Exercise goal →
Could you please find each line in the records that contains the word "image" and copy it?

Recorded data →
Start of Block

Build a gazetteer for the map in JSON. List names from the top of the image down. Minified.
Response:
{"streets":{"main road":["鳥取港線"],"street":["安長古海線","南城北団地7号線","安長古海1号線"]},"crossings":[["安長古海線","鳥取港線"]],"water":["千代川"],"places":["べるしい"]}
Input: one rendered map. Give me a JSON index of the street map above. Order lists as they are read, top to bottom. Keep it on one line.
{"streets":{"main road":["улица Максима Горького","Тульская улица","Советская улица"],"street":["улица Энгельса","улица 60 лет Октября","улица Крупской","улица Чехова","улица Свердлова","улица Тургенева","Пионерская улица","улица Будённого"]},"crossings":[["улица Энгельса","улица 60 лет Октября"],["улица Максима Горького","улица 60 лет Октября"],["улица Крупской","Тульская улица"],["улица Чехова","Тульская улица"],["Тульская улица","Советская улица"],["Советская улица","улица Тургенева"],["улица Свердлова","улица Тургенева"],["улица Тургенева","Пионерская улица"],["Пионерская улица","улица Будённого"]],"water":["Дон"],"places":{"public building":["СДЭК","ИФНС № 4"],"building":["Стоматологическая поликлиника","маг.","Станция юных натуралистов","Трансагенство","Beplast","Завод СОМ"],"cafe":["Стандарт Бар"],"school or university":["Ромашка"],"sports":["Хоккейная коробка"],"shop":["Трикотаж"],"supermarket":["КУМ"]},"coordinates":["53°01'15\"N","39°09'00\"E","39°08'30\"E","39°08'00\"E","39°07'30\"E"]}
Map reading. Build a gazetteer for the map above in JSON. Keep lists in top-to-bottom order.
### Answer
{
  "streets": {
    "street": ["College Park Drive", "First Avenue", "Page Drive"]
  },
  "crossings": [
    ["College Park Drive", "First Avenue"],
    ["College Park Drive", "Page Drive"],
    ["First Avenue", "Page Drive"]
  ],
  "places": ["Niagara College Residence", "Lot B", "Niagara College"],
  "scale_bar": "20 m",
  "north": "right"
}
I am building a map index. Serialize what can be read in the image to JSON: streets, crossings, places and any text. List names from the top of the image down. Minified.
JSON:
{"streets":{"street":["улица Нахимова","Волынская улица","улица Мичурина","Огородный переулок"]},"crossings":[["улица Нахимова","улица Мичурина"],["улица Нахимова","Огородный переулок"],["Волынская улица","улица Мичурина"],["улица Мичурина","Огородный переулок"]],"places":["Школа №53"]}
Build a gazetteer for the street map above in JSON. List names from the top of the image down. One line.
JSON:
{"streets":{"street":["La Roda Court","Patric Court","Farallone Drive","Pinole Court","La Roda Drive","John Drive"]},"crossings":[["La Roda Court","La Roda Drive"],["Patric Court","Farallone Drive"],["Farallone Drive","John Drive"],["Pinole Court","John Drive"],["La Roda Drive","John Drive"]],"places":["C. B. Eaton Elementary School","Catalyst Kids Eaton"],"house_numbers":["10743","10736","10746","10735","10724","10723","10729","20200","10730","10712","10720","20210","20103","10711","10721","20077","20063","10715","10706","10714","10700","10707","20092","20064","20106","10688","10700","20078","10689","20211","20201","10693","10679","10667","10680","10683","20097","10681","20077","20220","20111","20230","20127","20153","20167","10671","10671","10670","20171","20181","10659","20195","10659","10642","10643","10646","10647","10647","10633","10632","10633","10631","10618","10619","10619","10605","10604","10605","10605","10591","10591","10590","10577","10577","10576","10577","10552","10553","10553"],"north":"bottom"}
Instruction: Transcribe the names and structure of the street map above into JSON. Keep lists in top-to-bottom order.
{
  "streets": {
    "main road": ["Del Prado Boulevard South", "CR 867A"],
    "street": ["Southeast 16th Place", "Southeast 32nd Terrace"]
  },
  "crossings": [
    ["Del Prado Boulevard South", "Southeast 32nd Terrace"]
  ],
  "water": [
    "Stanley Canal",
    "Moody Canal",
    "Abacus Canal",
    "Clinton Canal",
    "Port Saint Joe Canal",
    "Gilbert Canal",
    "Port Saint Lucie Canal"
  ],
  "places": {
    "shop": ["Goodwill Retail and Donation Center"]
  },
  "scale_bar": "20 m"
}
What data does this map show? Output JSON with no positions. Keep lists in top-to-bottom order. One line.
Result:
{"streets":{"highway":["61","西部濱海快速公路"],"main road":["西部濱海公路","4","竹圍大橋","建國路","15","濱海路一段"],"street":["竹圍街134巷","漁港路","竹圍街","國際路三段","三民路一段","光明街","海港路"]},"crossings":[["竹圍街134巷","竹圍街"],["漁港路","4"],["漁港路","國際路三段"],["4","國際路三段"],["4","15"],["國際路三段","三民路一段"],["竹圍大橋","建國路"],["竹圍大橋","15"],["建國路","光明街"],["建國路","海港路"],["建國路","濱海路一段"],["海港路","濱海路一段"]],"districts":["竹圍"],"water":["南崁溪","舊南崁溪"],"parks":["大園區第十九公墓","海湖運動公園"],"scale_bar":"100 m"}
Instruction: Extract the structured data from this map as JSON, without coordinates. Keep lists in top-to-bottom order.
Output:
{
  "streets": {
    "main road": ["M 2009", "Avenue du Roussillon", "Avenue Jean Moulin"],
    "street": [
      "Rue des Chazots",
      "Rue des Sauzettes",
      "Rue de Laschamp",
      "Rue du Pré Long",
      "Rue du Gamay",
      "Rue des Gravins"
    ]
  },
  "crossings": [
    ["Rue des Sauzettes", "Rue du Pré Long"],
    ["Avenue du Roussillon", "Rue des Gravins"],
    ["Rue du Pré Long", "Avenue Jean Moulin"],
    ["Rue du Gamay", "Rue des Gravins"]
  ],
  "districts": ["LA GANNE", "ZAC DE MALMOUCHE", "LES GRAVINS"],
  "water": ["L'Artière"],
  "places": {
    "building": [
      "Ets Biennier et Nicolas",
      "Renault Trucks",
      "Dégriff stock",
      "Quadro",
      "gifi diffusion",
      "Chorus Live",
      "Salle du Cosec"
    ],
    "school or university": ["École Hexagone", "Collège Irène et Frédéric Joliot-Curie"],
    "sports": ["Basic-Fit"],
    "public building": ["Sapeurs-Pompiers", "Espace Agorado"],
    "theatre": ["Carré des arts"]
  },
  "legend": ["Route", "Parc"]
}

End of Block

Worked solution →
Build a gazetteer for the map in JSON. List names from the top of the image down. Minified.
I am building a map index. Serialize what can be read in the image to JSON: streets, crossings, places and any text. List names from the top of the image down. Minified.
Build a gazetteer for the street map above in JSON. List names from the top of the image down. One line.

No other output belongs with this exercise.